Within the records below, how many lines hold the string "nodes"? State that number and nothing else.

THE DATA.

▶

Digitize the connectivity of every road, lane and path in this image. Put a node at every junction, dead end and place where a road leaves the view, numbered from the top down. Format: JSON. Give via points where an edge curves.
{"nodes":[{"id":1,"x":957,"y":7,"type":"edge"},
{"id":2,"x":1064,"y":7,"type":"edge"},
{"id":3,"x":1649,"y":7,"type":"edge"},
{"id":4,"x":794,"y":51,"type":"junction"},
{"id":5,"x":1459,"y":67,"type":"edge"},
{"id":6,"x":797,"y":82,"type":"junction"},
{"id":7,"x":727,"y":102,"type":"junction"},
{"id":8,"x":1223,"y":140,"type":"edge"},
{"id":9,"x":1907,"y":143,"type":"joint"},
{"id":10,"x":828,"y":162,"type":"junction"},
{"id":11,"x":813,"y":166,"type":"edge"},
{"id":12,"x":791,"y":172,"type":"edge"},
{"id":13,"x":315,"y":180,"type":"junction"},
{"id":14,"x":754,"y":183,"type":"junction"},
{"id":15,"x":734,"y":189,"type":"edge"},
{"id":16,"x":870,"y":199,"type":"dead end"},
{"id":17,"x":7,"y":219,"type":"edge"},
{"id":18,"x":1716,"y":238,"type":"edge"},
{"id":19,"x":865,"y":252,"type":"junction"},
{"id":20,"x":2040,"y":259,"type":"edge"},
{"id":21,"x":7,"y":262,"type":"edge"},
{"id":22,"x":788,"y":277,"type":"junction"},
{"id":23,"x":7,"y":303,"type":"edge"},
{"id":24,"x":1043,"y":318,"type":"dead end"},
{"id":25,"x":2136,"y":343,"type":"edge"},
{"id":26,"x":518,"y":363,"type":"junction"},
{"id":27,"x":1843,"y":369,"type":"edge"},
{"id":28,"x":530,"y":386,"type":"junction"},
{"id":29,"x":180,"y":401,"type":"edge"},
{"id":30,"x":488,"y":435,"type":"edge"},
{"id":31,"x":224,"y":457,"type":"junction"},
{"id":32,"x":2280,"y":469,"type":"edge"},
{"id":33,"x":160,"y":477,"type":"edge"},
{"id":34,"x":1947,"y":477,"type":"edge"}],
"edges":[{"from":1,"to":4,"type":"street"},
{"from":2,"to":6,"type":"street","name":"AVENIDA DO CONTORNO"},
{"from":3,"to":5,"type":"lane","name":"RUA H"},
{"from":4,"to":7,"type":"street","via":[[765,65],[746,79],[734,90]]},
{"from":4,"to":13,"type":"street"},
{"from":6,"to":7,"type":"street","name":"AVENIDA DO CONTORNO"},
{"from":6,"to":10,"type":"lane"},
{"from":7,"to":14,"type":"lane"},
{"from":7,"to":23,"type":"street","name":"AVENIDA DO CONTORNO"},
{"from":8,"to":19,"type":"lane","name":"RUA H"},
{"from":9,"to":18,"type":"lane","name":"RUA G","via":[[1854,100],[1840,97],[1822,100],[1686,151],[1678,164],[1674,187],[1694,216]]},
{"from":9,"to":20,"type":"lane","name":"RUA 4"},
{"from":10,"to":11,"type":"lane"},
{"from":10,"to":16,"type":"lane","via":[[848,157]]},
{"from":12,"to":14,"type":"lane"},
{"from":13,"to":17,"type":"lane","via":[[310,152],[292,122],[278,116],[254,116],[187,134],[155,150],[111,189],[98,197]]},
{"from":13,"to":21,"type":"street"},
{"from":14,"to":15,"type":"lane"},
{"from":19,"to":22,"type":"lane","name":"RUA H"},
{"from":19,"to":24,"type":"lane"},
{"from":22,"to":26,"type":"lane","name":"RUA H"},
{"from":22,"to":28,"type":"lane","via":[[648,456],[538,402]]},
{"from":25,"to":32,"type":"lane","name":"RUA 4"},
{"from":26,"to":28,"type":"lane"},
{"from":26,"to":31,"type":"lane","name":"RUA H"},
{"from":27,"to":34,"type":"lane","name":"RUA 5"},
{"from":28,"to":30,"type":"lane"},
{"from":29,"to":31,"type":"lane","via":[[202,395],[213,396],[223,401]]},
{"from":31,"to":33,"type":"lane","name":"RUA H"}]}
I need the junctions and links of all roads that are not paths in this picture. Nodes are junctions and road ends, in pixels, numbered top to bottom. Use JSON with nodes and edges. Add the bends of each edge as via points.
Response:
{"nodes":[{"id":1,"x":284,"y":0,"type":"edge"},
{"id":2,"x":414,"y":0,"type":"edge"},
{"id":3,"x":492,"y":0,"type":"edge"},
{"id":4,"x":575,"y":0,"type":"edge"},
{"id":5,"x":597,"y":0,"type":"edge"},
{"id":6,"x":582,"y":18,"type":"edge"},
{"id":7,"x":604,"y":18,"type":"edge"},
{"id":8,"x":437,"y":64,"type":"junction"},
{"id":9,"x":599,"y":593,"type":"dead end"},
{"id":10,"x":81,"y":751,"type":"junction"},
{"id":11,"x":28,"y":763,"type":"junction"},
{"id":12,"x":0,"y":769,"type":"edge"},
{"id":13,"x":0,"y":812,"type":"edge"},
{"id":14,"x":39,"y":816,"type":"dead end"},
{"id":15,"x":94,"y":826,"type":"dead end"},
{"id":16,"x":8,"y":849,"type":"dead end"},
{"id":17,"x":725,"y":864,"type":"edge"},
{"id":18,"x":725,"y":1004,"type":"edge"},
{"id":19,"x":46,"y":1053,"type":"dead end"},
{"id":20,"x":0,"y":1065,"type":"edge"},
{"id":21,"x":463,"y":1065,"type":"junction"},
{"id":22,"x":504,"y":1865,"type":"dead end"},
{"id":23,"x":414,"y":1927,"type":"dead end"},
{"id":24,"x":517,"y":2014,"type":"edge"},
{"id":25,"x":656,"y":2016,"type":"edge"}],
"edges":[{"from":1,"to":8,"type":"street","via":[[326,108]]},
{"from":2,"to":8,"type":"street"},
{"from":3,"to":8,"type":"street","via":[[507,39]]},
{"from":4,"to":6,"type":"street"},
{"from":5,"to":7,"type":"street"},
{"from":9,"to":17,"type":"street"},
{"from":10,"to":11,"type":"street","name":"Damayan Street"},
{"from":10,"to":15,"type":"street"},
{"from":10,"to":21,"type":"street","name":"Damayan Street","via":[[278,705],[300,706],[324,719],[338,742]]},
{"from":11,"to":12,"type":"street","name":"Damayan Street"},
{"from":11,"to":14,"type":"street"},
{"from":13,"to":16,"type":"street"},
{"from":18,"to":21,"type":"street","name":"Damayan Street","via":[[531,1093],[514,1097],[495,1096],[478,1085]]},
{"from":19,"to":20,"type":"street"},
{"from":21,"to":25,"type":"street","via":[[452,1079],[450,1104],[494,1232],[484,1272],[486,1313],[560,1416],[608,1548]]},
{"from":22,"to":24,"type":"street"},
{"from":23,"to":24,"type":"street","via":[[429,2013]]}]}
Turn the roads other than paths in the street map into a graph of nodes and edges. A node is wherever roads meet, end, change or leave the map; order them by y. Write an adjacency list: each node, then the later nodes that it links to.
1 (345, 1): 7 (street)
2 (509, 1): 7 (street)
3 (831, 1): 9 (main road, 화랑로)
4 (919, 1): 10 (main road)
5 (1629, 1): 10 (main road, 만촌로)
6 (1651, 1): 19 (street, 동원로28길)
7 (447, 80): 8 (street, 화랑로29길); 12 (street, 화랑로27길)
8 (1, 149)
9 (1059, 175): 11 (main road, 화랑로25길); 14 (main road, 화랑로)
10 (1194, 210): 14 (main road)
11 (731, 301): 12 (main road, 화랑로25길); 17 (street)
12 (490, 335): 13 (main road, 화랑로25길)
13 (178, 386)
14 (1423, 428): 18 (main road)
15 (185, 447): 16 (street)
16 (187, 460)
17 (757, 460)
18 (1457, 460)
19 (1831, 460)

◀

TASK OUTPUT. 4